Cancellation is a race
In an async system, new activities may be getting continuously scheduled by asks that are themselves scheduled but not currently running. The act of cancelling needs to run in this environment. When cancel starts, you can think of it as a signal racing out to catch up with all the computations launched to achieve the now-cancelled objective. Some of those may choose to complete (see the caching example above). Some may potentially keep launching more work before that work itself gets signaled (yeah it's a bug but people write buggy code). In an async system, cancellation is not prompt. Thus, it's infeasible to ask "has cancellation finished?" because that's not a well defined state. Indeed, there can be code scheduled that should and does not get cancelled (e.g., the result processor for a pub/sub system), but that schedules work that will be cancelled (parse the publication of an update to the now-cancelled query). 

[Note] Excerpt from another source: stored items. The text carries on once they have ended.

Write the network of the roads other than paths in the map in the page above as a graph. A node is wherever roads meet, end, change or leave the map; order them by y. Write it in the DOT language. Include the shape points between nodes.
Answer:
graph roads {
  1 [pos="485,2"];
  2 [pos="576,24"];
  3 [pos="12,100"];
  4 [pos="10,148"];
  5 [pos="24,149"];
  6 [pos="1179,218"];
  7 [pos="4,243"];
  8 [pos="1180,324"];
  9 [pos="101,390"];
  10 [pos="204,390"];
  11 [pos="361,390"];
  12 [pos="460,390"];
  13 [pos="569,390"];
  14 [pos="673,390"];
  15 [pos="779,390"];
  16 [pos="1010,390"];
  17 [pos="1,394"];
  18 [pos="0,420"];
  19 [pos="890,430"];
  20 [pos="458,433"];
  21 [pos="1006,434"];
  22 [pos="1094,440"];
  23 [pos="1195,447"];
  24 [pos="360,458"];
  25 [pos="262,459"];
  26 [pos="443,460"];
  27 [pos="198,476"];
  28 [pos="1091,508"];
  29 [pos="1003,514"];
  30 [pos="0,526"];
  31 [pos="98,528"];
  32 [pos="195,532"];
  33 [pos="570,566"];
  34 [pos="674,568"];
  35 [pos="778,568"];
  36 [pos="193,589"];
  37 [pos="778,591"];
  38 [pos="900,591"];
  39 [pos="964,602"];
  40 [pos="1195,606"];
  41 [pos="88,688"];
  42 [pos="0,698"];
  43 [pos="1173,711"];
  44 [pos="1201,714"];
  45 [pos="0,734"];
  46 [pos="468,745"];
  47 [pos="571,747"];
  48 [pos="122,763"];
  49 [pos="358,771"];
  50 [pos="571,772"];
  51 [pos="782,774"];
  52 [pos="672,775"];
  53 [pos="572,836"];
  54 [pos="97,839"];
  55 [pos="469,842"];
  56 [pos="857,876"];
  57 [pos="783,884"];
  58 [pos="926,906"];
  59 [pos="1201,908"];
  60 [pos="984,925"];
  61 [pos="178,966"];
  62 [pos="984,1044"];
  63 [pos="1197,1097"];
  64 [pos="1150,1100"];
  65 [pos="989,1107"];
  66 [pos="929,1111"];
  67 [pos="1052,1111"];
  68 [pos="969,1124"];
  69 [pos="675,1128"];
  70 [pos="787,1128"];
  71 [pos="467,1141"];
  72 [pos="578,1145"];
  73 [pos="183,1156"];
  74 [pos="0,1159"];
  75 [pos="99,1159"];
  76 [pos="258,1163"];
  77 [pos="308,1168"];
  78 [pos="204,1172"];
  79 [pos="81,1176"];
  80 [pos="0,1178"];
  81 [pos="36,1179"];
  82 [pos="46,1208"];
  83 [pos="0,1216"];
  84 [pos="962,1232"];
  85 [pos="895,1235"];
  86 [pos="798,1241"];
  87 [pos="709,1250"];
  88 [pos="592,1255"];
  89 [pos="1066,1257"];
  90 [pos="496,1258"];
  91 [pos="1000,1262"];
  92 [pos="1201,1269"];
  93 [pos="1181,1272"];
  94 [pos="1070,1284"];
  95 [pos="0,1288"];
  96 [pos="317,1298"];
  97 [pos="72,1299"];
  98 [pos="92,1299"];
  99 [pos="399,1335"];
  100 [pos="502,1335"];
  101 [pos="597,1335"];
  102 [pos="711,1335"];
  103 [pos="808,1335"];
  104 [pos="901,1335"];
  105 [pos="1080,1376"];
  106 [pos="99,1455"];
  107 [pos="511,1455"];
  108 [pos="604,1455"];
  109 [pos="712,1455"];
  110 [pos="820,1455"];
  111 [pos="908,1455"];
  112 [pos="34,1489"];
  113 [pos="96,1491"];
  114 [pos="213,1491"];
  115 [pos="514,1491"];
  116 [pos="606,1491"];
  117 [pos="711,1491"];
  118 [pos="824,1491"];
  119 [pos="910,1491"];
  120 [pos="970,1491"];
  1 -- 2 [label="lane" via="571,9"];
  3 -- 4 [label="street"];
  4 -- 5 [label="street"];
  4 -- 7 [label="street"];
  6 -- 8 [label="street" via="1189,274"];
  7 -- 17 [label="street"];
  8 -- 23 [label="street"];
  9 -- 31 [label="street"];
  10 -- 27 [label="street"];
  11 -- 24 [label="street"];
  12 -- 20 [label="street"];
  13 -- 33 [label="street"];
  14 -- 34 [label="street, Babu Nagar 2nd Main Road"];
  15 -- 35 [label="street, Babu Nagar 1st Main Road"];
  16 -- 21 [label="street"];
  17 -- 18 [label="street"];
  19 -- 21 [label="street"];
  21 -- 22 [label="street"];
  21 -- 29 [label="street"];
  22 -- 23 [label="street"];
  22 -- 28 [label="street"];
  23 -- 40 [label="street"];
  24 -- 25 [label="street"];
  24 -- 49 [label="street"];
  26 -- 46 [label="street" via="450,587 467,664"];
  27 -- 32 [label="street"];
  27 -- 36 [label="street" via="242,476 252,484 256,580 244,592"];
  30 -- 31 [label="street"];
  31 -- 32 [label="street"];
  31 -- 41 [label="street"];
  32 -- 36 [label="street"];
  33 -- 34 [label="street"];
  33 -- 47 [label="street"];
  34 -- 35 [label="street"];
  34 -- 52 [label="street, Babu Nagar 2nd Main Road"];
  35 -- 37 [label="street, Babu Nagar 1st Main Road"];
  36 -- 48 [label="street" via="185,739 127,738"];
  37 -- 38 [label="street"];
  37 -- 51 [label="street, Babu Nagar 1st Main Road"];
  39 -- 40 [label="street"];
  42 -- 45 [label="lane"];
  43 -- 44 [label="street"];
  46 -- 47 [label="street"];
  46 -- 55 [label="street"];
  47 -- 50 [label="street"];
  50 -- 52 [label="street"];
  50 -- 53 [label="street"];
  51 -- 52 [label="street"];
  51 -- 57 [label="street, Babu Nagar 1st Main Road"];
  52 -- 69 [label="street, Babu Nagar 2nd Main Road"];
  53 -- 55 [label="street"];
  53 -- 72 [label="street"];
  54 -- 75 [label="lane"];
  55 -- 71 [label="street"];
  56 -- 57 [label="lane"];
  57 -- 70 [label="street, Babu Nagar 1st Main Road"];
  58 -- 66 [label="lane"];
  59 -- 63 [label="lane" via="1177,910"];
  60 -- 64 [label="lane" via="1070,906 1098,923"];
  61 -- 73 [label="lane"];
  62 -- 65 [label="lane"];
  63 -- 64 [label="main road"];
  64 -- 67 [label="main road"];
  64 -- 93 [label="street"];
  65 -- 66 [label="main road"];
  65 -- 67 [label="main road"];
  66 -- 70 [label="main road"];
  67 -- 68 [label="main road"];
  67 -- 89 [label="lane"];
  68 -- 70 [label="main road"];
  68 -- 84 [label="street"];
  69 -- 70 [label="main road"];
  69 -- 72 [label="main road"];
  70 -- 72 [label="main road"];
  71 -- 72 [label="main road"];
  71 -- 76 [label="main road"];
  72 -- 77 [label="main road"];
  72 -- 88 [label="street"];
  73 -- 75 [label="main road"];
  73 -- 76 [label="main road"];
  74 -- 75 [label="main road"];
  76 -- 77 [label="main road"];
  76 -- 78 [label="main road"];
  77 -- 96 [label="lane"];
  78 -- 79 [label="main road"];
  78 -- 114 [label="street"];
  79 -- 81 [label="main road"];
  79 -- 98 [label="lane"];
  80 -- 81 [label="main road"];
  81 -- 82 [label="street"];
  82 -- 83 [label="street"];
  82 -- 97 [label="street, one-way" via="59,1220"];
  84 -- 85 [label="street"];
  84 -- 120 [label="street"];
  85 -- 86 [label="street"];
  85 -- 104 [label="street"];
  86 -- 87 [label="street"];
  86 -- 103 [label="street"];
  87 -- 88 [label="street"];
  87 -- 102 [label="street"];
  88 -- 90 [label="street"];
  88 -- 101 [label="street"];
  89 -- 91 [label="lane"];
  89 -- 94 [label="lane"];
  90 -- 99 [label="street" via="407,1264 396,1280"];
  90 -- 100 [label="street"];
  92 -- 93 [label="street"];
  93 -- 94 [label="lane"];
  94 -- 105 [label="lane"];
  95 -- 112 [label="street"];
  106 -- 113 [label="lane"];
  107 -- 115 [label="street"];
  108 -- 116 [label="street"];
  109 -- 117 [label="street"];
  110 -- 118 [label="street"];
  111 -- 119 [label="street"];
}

Cancellation is "don't care"
Because smart cancellation sometimes doesn't stop anything and in an async environment, cancellation is racing with progress, it is at most "best efforts". When a set of computations are cancelled, the party canceling the activities is saying "I no longer care whether this completes". That is importantly different from saying "I want to prevent this from completing". The former is broadly usable resource reduction. The latter is only usefully achieved in systems with expensive engineering around atomicity and transactions. It was amazing how much simpler cancellation logic becomes when it's "don't care".
Cancellation requires separation of concerns
In the pattern where more than one thing gets cancelled, the source of the cancellation is rarely one of the things to be cancelled. It would be a surprise if a library called for a cancellable activity (load this image) cancelled an unrelated server query just because they cared about the same cancellation event. I find it interesting that the separation between cancellation token and cancellation source mirrors that separation between a promise and it's resolver.

Cancellation recovery is transient
As a task progresses, the cleanup action may change. In the example above, if the data table requests more results upon scrolling, it's cancellation behavior when there's an outstanding query for more data is likely to be quite different than when it's got everything it needs displayed for the current page. That's the reason why the "register" method returns a capability to unregister the action.

I don't want to derail the other threads on the topic, but thought it useful to start articulating some of the architectural background for a consistent async cancellation architecture.